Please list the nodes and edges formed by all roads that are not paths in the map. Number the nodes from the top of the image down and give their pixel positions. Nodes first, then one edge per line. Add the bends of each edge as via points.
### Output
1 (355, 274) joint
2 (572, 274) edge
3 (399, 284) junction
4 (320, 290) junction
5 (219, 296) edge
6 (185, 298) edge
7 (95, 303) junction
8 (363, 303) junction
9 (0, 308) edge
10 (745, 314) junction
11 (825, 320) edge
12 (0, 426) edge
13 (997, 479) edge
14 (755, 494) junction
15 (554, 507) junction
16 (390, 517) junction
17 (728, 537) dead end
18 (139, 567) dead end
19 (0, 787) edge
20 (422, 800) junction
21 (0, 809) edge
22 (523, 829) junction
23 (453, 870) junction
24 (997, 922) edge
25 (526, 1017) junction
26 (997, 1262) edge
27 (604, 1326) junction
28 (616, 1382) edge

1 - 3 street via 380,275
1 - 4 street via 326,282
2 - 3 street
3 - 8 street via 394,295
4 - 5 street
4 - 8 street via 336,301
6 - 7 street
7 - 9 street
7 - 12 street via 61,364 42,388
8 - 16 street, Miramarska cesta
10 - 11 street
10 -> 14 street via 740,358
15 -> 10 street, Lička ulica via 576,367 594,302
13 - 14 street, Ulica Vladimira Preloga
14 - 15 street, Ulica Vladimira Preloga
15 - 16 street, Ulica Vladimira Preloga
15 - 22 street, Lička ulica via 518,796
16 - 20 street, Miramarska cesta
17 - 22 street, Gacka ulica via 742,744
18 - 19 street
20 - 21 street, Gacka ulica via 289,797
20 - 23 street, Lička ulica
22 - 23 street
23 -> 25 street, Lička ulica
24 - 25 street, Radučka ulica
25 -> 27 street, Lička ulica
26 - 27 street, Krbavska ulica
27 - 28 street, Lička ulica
★ ★ ★ ★
- TO DO
Count every line of the material above that holds the string "Gacka", then state only the total.

- EXERCISE RESULT
2